SUPPLIED MATERIAL =>
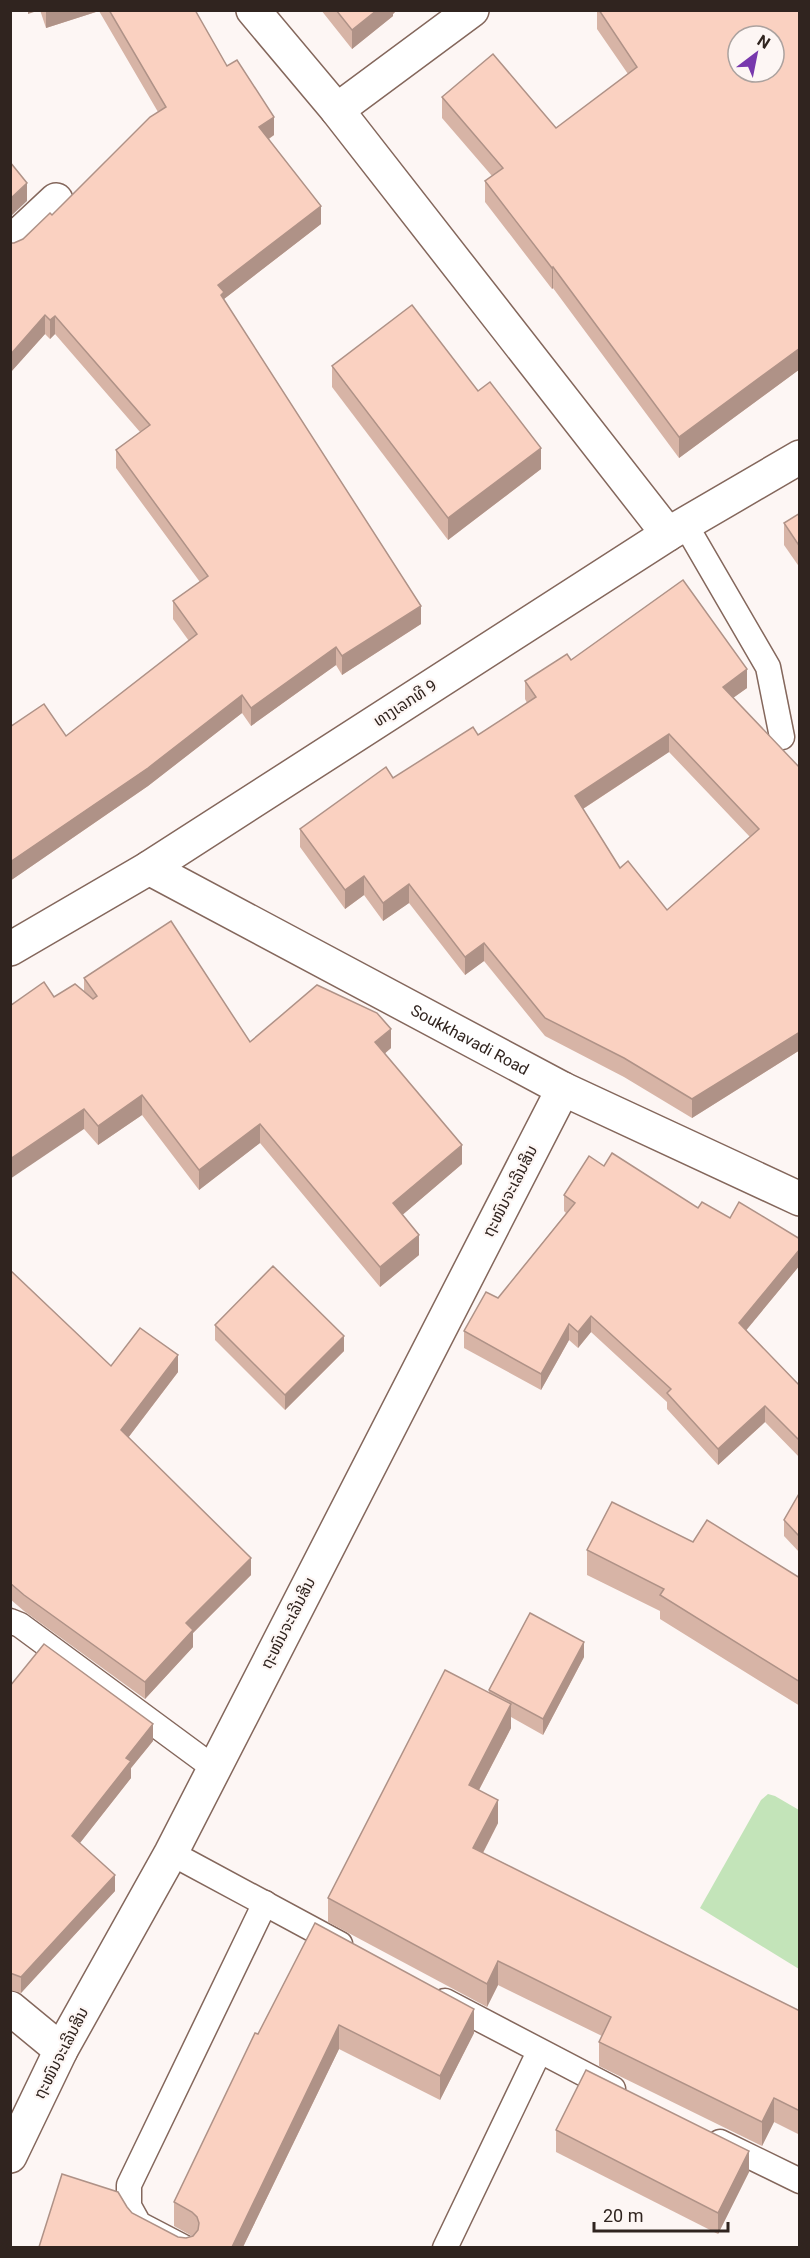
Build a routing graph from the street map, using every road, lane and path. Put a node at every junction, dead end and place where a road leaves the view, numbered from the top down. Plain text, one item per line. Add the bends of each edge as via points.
1 (253, 10) edge
2 (472, 10) edge
3 (337, 110) junction
4 (56, 200) dead end
5 (10, 243) edge
6 (800, 457) edge
7 (676, 529) junction
8 (782, 737) dead end
9 (149, 868) junction
10 (15, 939) edge
11 (563, 1089) junction
12 (800, 1199) edge
13 (10, 1621) edge
14 (214, 1768) junction
15 (171, 1852) junction
16 (265, 1903) junction
17 (356, 1953) edge
18 (428, 1991) edge
19 (10, 2008) edge
20 (61, 2050) junction
21 (539, 2052) junction
22 (633, 2098) edge
23 (695, 2130) edge
24 (10, 2156) edge
25 (800, 2181) edge
26 (185, 2247) edge
27 (445, 2247) edge

1 - 3 street
2 - 3 street
3 - 7 street
4 - 5 street
6 - 7 street, ທາງເລກທີ 9
7 - 8 lane via 768,667
7 - 9 street, ທາງເລກທີ 9
9 - 10 street, ທາງເລກທີ 9
9 - 11 street, Soukkhavadi Road
11 - 12 street, Soukkhavadi Road
11 - 14 street, ຖະໜົນຈະເລີນສິນ
13 - 14 lane
14 - 15 street, ຖະໜົນຈະເລີນສິນ
15 - 16 lane
15 - 20 street, ຖະໜົນຈະເລີນສິນ
16 - 17 lane
16 - 26 lane via 129,2185 129,2206 140,2224
18 - 21 lane
19 - 20 street
20 - 24 street, ຖະໜົນຈະເລີນສິນ
21 - 22 lane
21 - 27 lane
23 - 25 lane

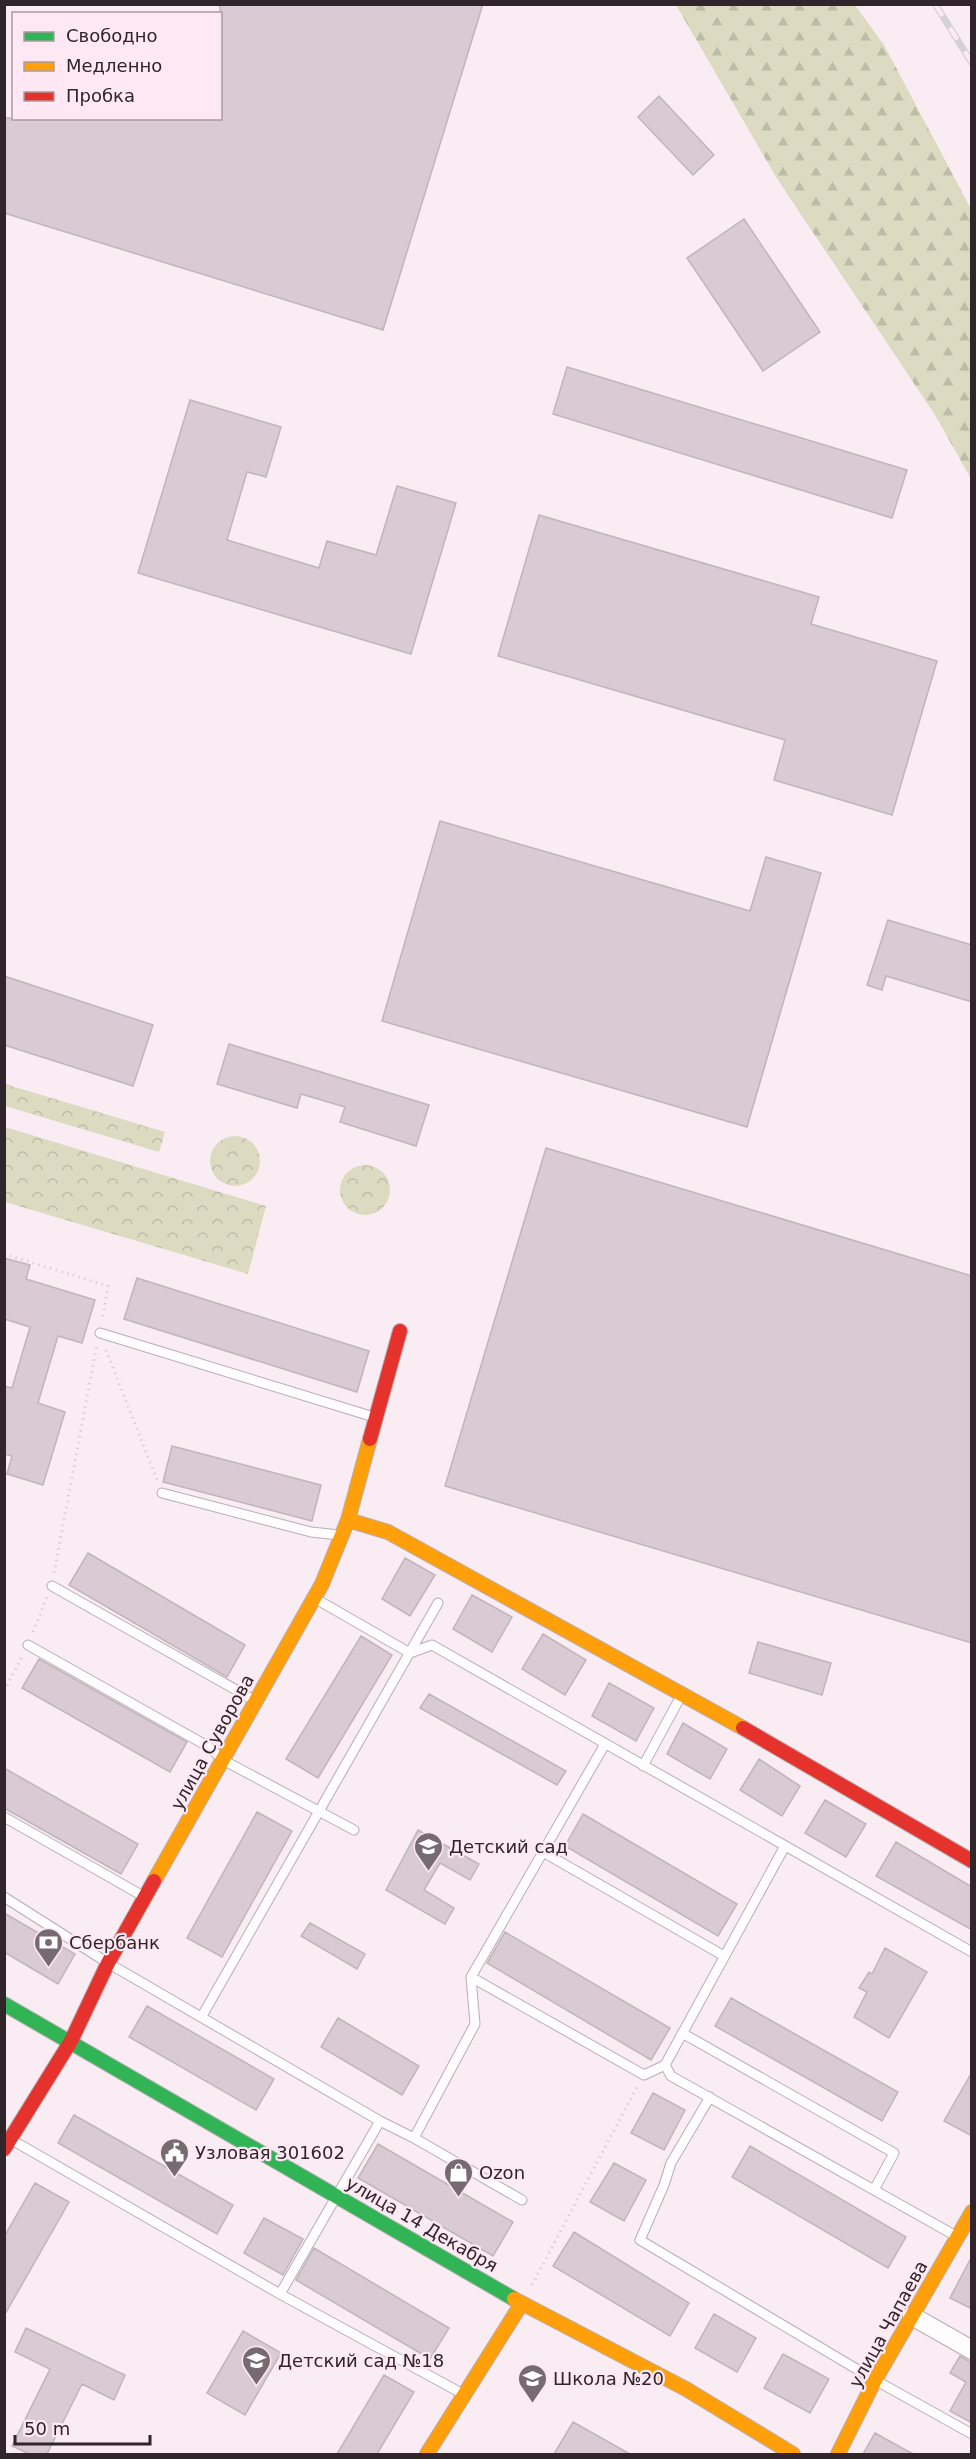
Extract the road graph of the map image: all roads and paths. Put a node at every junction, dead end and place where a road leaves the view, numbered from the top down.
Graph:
1 (4, 1254) edge
2 (400, 1331) dead end
3 (100, 1333) junction
4 (376, 1418) junction
5 (162, 1493) joint
6 (348, 1520) junction
7 (342, 1535) junction
8 (52, 1586) junction
9 (314, 1598) junction
10 (438, 1604) dead end
11 (28, 1645) junction
12 (410, 1653) junction
13 (4, 1691) edge
14 (682, 1693) junction
15 (256, 1701) junction
16 (605, 1744) junction
17 (223, 1760) junction
18 (643, 1766) junction
19 (318, 1812) junction
20 (4, 1817) edge
21 (354, 1830) dead end
22 (785, 1846) junction
23 (543, 1852) junction
24 (972, 1861) edge
25 (4, 1897) edge
26 (145, 1898) junction
27 (972, 1952) edge
28 (724, 1956) junction
29 (108, 1963) junction
30 (471, 1977) junction
31 (4, 2004) edge
32 (202, 2016) junction
33 (682, 2033) junction
34 (71, 2041) junction
35 (664, 2065) junction
36 (644, 2075) junction
37 (710, 2097) junction
38 (380, 2121) junction
39 (414, 2138) junction
40 (7, 2144) edge
41 (874, 2190) junction
42 (338, 2196) junction
43 (522, 2200) dead end
44 (972, 2212) edge
45 (957, 2237) junction
46 (280, 2294) junction
47 (522, 2303) junction
48 (912, 2316) junction
49 (972, 2350) edge
50 (875, 2380) junction
51 (466, 2396) junction
52 (972, 2434) edge
53 (427, 2454) edge
54 (793, 2454) edge
55 (838, 2454) edge

1 - 3 path
2 - 4 street, улица Суворова
3 - 4 lane
3 - 5 path
3 - 8 path
4 - 6 street, улица Суворова
5 - 7 lane
6 - 7 street, улица Суворова
6 - 14 street
7 - 9 street, улица Суворова
8 - 11 path
8 - 15 lane
9 - 12 lane
9 - 15 street, улица Суворова
10 - 12 lane
11 - 13 path
11 - 17 lane
12 - 16 lane
12 - 19 lane
14 - 18 lane
14 - 24 street
15 - 17 street, улица Суворова
16 - 18 lane
16 - 23 lane
17 - 19 lane
17 - 26 street, улица Суворова
18 - 22 lane
19 - 21 lane
19 - 32 lane
20 - 26 lane
22 - 27 lane
22 - 28 lane
23 - 28 lane
23 - 30 lane
25 - 29 lane
26 - 29 street, улица Суворова
28 - 33 lane
29 - 32 lane
29 - 34 street, улица Суворова
30 - 36 lane
30 - 39 lane
31 - 34 street, улица 14 Декабря
32 - 38 lane
33 - 35 lane
33 - 41 lane
34 - 40 street, улица Суворова
34 - 42 street, улица 14 Декабря
35 - 36 lane
35 - 37 lane
36 - 47 path
37 - 41 lane
37 - 50 lane
38 - 39 lane
38 - 42 lane
39 - 43 lane
40 - 46 lane
41 - 45 lane
42 - 46 lane
42 - 47 street, улица 14 Декабря
44 - 45 street, улица Чапаева
45 - 48 street, улица Чапаева
46 - 51 lane
47 - 51 street
47 - 54 street, улица 14 Декабря
48 - 49 street
48 - 50 street, улица Чапаева
50 - 52 lane
50 - 55 street, улица Чапаева
51 - 53 street

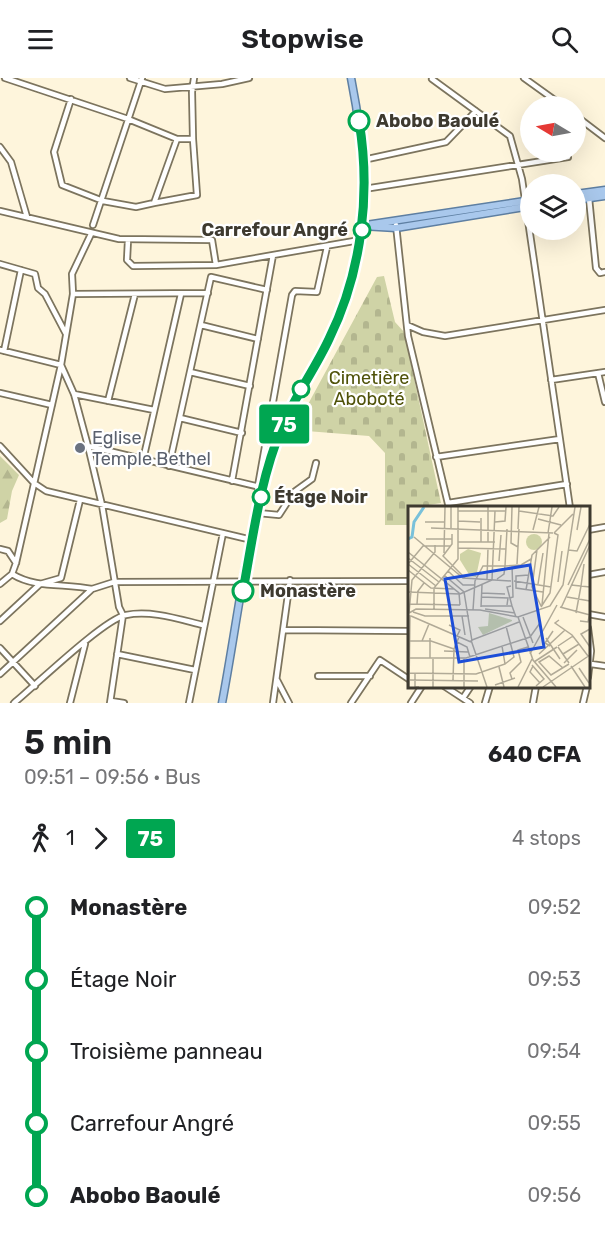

EXERCISE DETAILS => Whenever the string "leaves" shows up in a line of the records, copy that line.

ANSWER TO THE PROBLEM =>
Build a routing graph from the street map, using every road, lane and path. Put a node at every junction, dead end and place where a road leaves the view, numbered from the top down. Plain text, one item per line. Add the bends of each edge as via points.
Extract the road graph of the map image: all roads and paths. Put a node at every junction, dead end and place where a road leaves the view, numbered from the top down.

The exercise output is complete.